**Exercise**
Your copy should match the records exactly, except that it contains no pictures.

[Collected data]
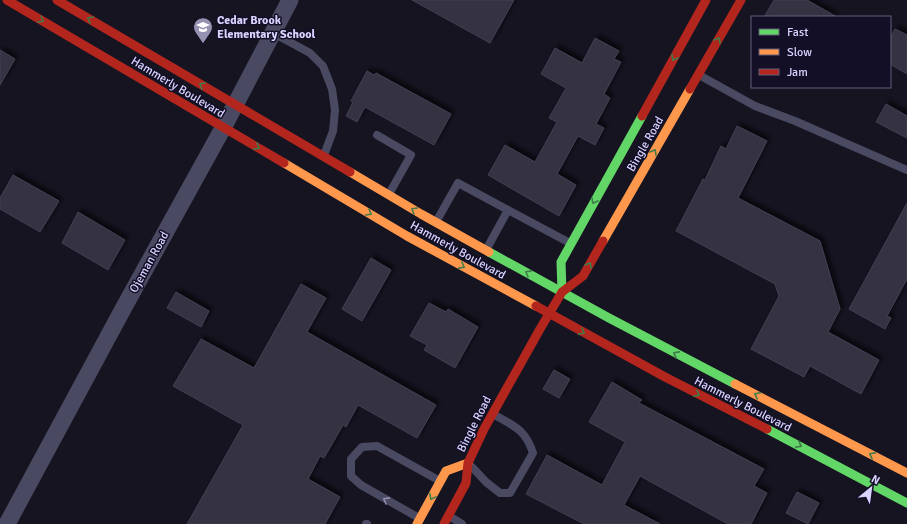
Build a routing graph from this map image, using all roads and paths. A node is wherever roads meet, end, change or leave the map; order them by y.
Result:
1 (7, 0) edge
2 (57, 0) edge
3 (290, 0) edge
4 (706, 0) edge
5 (741, 0) edge
6 (273, 33) junction
7 (698, 74) junction
8 (236, 104) junction
9 (223, 128) junction
10 (377, 135) dead end
11 (323, 156) junction
12 (907, 170) edge
13 (389, 195) junction
14 (508, 210) junction
15 (436, 222) junction
16 (571, 243) junction
17 (486, 250) junction
18 (562, 292) junction
19 (548, 314) junction
20 (492, 413) junction
21 (468, 463) junction
22 (907, 473) edge
23 (440, 481) junction
24 (907, 502) edge
25 (446, 520) edge
26 (419, 521) edge
27 (7, 524) edge
28 (462, 524) edge

1 -> 9 main road, Hammerly Boulevard
8 -> 2 main road, Hammerly Boulevard
3 - 6 street, Ojeman Road
4 -> 16 main road, Bingle Road
7 -> 5 main road, Bingle Road
6 - 8 street, Ojeman Road
6 - 11 lane
7 - 12 lane
18 -> 7 main road, Bingle Road
8 - 9 street, Ojeman Road
8 - 11 main road, Hammerly Boulevard
9 -> 19 main road, Hammerly Boulevard
9 - 27 street, Ojeman Road
10 - 13 lane
11 - 13 main road, Hammerly Boulevard
15 -> 13 main road, Hammerly Boulevard
14 - 15 lane
14 - 16 lane
14 - 17 lane
15 - 17 main road, Hammerly Boulevard
16 - 18 main road, Bingle Road
18 -> 17 main road, Hammerly Boulevard
18 - 19 main road, Bingle Road
22 -> 18 main road, Hammerly Boulevard
19 - 20 main road, Bingle Road
19 -> 24 main road, Hammerly Boulevard
20 - 21 main road, Bingle Road
20 - 21 lane
21 - 23 main road, Bingle Road
21 - 25 main road, Bingle Road
23 -> 26 main road, Bingle Road
26 -> 23 lane
25 - 28 lane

**Answer section**
Build a routing graph from this map image, using all roads and paths. A node is wherever roads meet, end, change or leave the map; order them by y.
Result:
1 (7, 0) edge
2 (57, 0) edge
3 (290, 0) edge
4 (706, 0) edge
5 (741, 0) edge
6 (273, 33) junction
7 (698, 74) junction
8 (236, 104) junction
9 (223, 128) junction
10 (377, 135) dead end
11 (323, 156) junction
12 (907, 170) edge
13 (389, 195) junction
14 (508, 210) junction
15 (436, 222) junction
16 (571, 243) junction
17 (486, 250) junction
18 (562, 292) junction
19 (548, 314) junction
20 (492, 413) junction
21 (468, 463) junction
22 (907, 473) edge
23 (440, 481) junction
24 (907, 502) edge
25 (446, 520) edge
26 (419, 521) edge
27 (7, 524) edge
28 (462, 524) edge

1 -> 9 main road, Hammerly Boulevard
8 -> 2 main road, Hammerly Boulevard
3 - 6 street, Ojeman Road
4 -> 16 main road, Bingle Road
7 -> 5 main road, Bingle Road
6 - 8 street, Ojeman Road
6 - 11 lane
7 - 12 lane
18 -> 7 main road, Bingle Road
8 - 9 street, Ojeman Road
8 - 11 main road, Hammerly Boulevard
9 -> 19 main road, Hammerly Boulevard
9 - 27 street, Ojeman Road
10 - 13 lane
11 - 13 main road, Hammerly Boulevard
15 -> 13 main road, Hammerly Boulevard
14 - 15 lane
14 - 16 lane
14 - 17 lane
15 - 17 main road, Hammerly Boulevard
16 - 18 main road, Bingle Road
18 -> 17 main road, Hammerly Boulevard
18 - 19 main road, Bingle Road
22 -> 18 main road, Hammerly Boulevard
19 - 20 main road, Bingle Road
19 -> 24 main road, Hammerly Boulevard
20 - 21 main road, Bingle Road
20 - 21 lane
21 - 23 main road, Bingle Road
21 - 25 main road, Bingle Road
23 -> 26 main road, Bingle Road
26 -> 23 lane
25 - 28 lane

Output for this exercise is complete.